- _TASK STATEMENT_:
The expected answer is a copy of every line in the listing that has the word "ВОКЗАЛЬНАЯ".

- _INFORMATION SHOWN_:
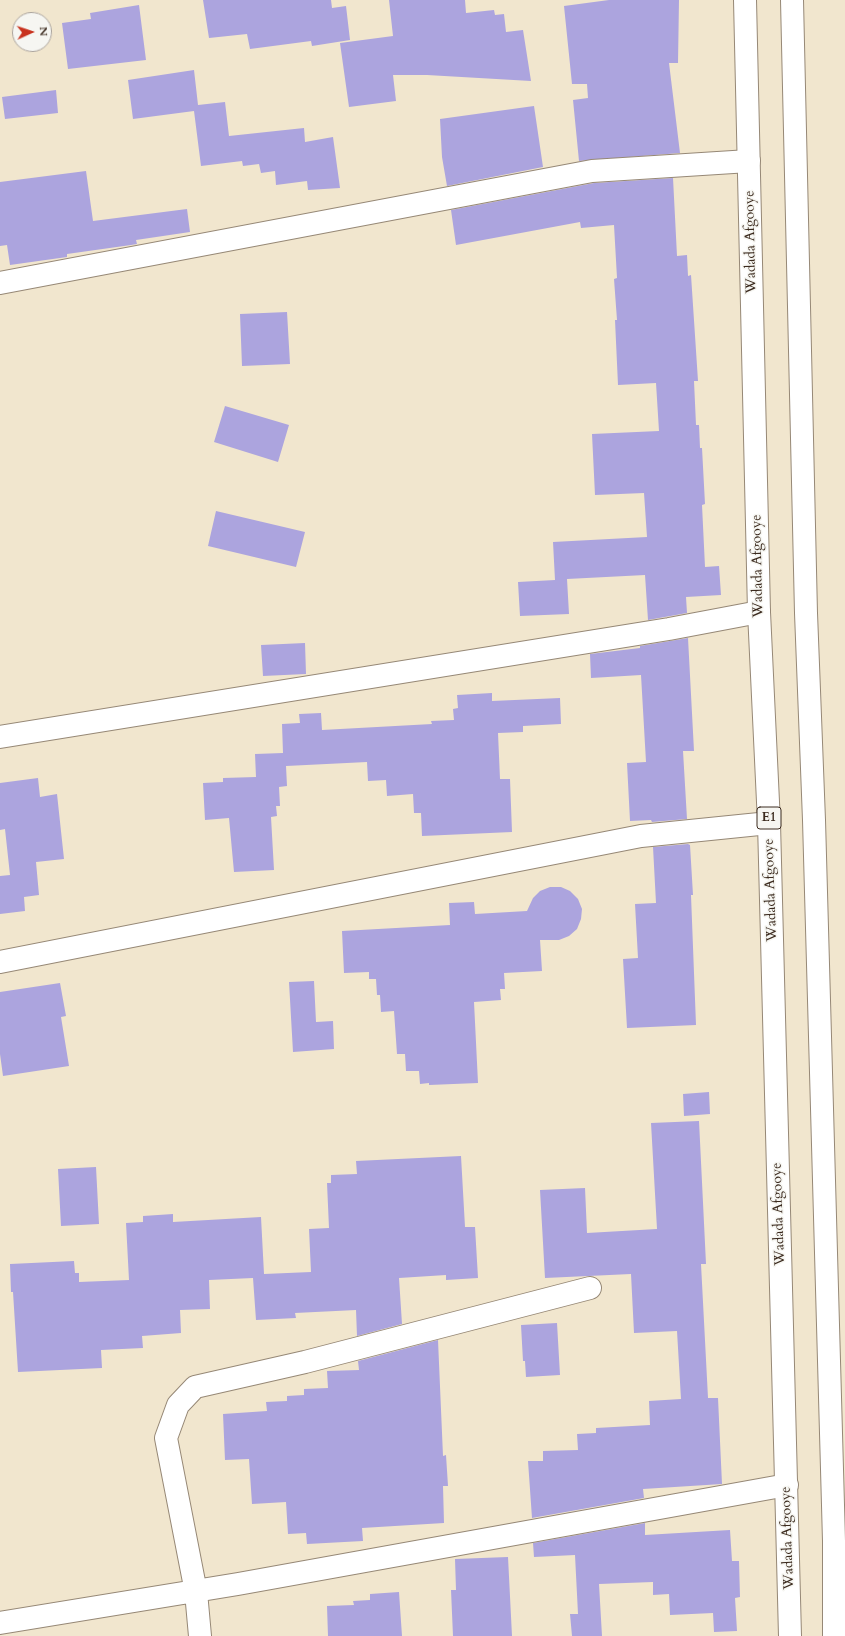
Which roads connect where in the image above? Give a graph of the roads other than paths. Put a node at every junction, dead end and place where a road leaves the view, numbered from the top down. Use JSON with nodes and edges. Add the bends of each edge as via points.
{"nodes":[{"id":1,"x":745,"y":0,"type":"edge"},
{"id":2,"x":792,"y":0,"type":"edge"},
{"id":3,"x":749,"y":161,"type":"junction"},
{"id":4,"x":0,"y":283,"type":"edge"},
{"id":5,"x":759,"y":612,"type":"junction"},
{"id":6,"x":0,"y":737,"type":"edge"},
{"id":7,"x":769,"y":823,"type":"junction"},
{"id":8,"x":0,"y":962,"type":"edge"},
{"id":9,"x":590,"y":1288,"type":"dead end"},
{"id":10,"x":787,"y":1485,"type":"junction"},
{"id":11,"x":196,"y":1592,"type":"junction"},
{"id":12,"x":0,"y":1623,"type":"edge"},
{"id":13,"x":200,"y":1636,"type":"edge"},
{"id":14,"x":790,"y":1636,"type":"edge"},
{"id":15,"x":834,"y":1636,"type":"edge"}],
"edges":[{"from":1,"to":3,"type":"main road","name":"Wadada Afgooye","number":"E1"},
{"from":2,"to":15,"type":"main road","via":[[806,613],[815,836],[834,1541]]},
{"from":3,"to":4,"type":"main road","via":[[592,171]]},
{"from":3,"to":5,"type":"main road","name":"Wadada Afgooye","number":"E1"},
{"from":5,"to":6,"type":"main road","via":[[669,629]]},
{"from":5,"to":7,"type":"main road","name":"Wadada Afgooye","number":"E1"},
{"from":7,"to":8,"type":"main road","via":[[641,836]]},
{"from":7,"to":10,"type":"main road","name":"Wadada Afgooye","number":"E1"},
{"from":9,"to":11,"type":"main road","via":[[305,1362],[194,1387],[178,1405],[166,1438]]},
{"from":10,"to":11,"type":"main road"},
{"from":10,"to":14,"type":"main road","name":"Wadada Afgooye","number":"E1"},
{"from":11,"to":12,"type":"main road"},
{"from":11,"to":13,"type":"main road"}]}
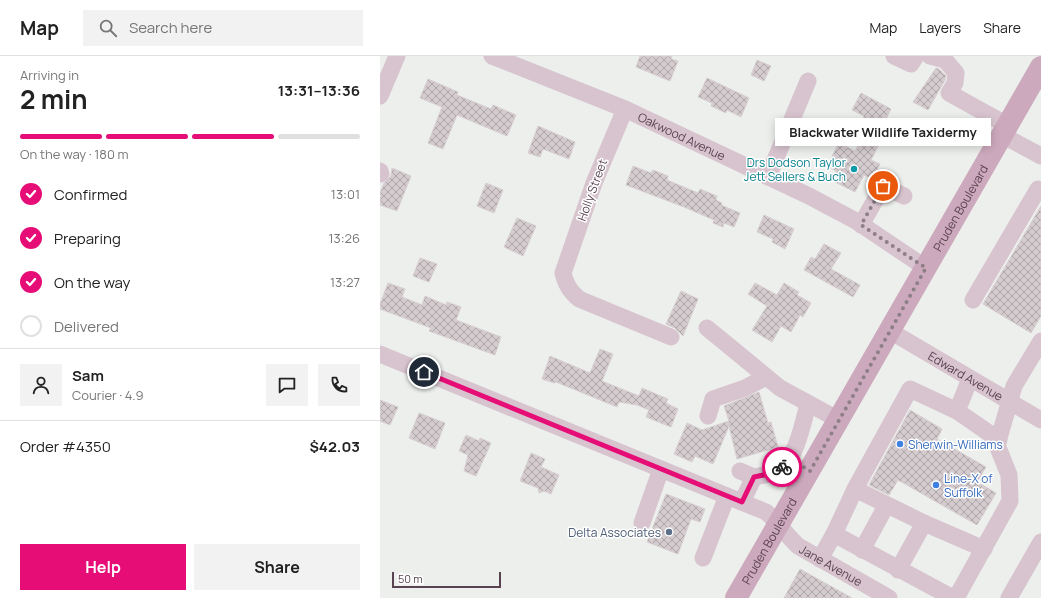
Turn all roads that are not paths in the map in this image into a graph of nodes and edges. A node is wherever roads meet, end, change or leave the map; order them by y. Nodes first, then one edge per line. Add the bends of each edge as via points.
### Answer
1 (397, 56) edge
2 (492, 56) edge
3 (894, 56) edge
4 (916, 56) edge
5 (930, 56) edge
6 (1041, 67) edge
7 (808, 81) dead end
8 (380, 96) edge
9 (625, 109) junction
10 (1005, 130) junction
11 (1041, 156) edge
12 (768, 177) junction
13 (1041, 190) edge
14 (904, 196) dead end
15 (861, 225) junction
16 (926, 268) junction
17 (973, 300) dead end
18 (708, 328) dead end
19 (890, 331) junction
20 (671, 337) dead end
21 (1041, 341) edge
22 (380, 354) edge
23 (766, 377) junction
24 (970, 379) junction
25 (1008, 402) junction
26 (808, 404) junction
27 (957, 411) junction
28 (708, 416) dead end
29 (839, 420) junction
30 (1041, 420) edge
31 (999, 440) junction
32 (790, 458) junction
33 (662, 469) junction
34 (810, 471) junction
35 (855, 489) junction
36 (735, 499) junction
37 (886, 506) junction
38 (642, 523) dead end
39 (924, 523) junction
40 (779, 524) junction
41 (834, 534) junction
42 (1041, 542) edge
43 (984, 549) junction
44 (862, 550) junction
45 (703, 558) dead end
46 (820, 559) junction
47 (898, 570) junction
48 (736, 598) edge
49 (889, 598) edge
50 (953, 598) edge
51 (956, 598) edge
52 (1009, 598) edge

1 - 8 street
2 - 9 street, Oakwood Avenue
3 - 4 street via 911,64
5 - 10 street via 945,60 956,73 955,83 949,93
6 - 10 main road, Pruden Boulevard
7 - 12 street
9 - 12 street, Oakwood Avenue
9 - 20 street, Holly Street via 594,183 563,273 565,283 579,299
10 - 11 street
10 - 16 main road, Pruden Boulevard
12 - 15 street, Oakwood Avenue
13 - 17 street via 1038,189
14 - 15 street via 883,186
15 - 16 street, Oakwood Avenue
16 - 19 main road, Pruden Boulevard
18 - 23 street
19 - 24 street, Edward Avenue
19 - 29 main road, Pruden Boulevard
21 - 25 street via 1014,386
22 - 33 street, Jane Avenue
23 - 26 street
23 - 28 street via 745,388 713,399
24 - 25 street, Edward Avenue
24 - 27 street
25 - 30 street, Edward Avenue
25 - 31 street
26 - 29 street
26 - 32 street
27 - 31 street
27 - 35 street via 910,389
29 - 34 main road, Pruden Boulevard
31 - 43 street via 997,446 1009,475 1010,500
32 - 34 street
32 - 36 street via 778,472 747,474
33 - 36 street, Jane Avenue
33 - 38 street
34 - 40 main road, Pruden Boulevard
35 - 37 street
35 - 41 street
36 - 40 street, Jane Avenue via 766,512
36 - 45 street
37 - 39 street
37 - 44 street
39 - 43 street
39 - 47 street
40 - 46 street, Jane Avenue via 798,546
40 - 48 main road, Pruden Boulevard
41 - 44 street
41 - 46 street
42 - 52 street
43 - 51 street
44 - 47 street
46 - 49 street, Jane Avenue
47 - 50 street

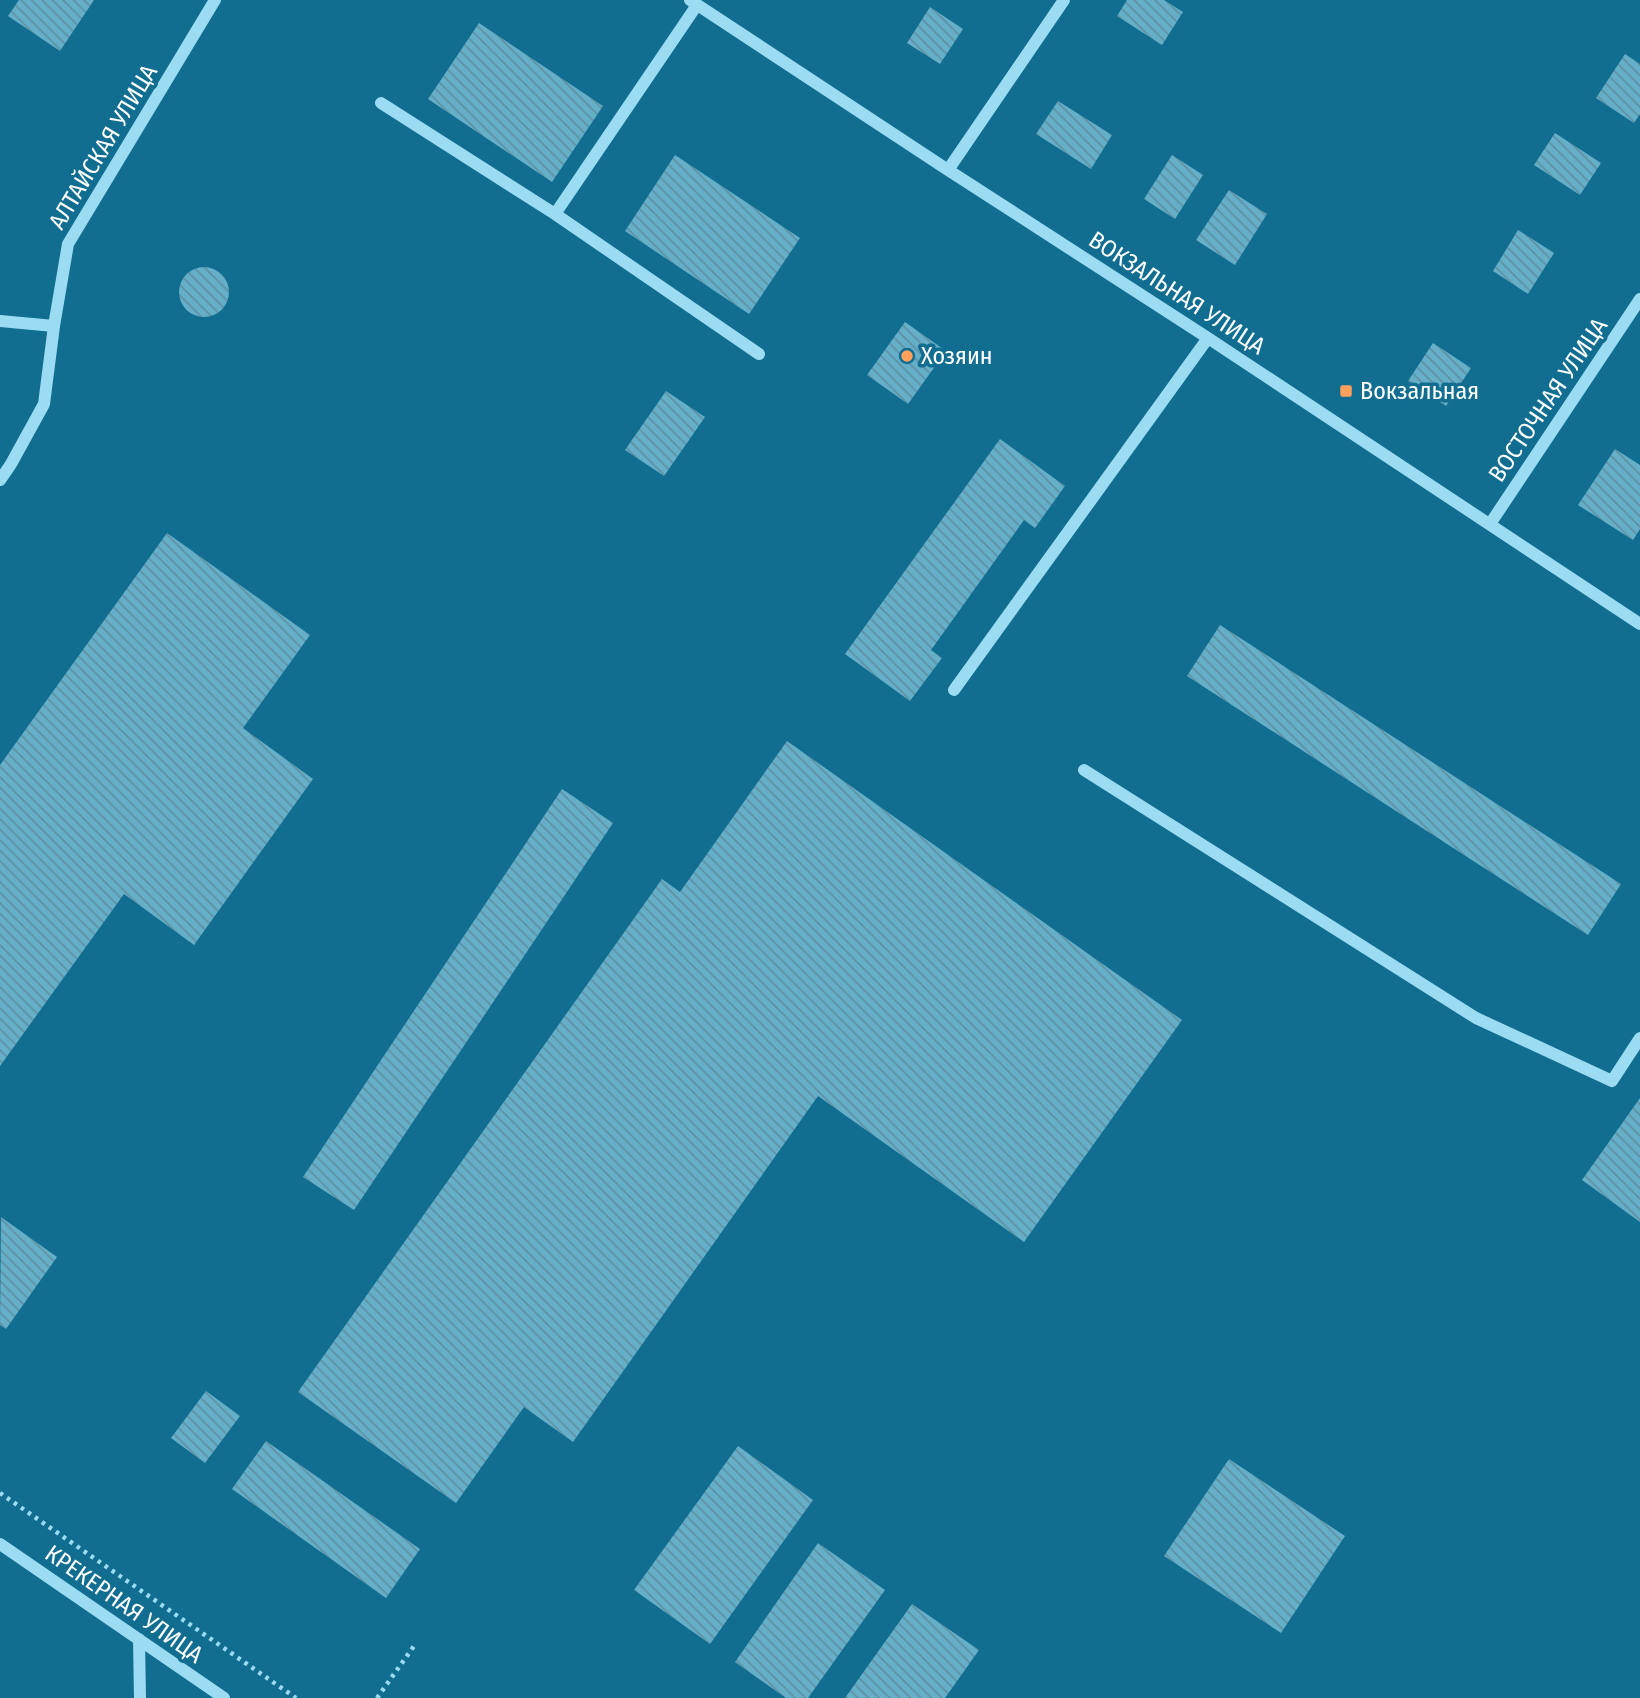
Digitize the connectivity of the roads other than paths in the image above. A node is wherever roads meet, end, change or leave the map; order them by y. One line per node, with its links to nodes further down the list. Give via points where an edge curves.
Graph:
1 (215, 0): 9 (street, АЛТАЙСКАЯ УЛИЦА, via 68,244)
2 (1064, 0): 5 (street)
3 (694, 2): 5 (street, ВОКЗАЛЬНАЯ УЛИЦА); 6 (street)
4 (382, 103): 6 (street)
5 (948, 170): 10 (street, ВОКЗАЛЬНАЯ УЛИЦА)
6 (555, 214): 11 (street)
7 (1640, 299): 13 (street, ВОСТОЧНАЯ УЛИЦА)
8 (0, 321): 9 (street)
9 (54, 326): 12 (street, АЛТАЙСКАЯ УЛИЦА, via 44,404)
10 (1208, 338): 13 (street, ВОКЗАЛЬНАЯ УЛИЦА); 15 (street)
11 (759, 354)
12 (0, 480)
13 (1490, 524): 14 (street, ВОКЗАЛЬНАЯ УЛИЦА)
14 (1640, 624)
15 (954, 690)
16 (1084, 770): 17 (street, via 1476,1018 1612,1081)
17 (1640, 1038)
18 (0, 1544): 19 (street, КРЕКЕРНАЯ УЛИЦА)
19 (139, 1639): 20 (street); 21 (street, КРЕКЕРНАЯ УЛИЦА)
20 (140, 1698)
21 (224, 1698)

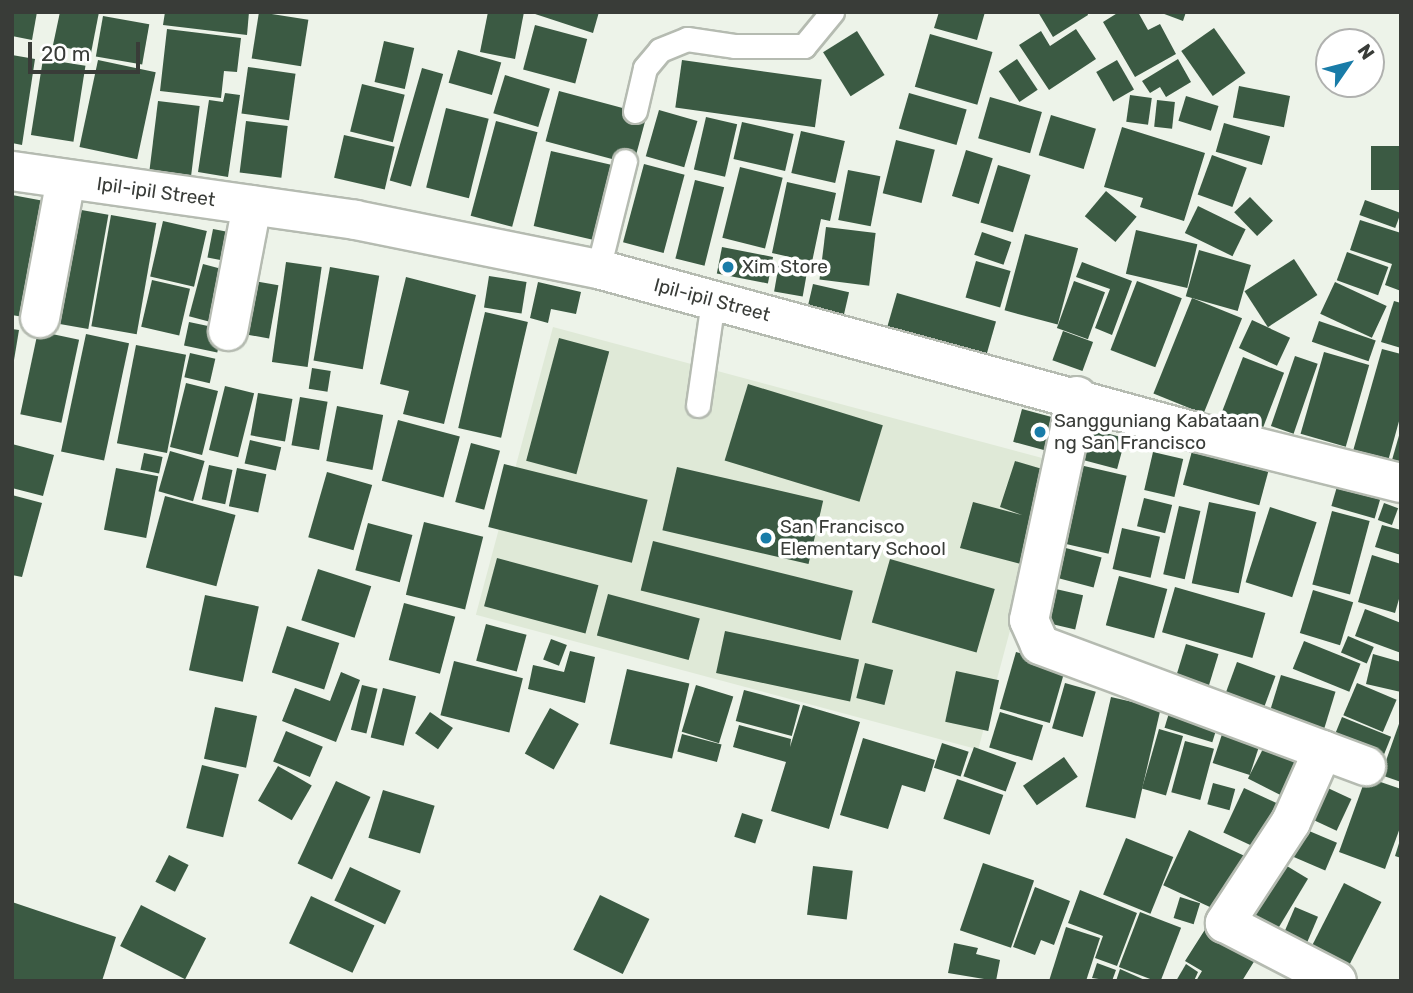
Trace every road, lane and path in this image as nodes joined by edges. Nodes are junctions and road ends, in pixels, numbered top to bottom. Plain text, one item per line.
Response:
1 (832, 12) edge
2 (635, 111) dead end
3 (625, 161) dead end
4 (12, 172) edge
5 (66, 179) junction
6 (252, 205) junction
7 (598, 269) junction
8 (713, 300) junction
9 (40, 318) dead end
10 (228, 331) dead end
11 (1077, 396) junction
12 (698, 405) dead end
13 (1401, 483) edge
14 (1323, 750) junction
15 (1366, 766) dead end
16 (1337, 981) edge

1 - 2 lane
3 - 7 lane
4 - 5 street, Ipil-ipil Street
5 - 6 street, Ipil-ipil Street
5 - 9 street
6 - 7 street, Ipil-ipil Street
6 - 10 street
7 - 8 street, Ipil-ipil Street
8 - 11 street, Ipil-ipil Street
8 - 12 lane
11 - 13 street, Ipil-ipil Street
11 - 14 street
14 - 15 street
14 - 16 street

- _WRITTEN ANSWER_:
3 (694, 2): 5 (street, ВОКЗАЛЬНАЯ УЛИЦА); 6 (street)
5 (948, 170): 10 (street, ВОКЗАЛЬНАЯ УЛИЦА)
10 (1208, 338): 13 (street, ВОКЗАЛЬНАЯ УЛИЦА); 15 (street)
13 (1490, 524): 14 (street, ВОКЗАЛЬНАЯ УЛИЦА)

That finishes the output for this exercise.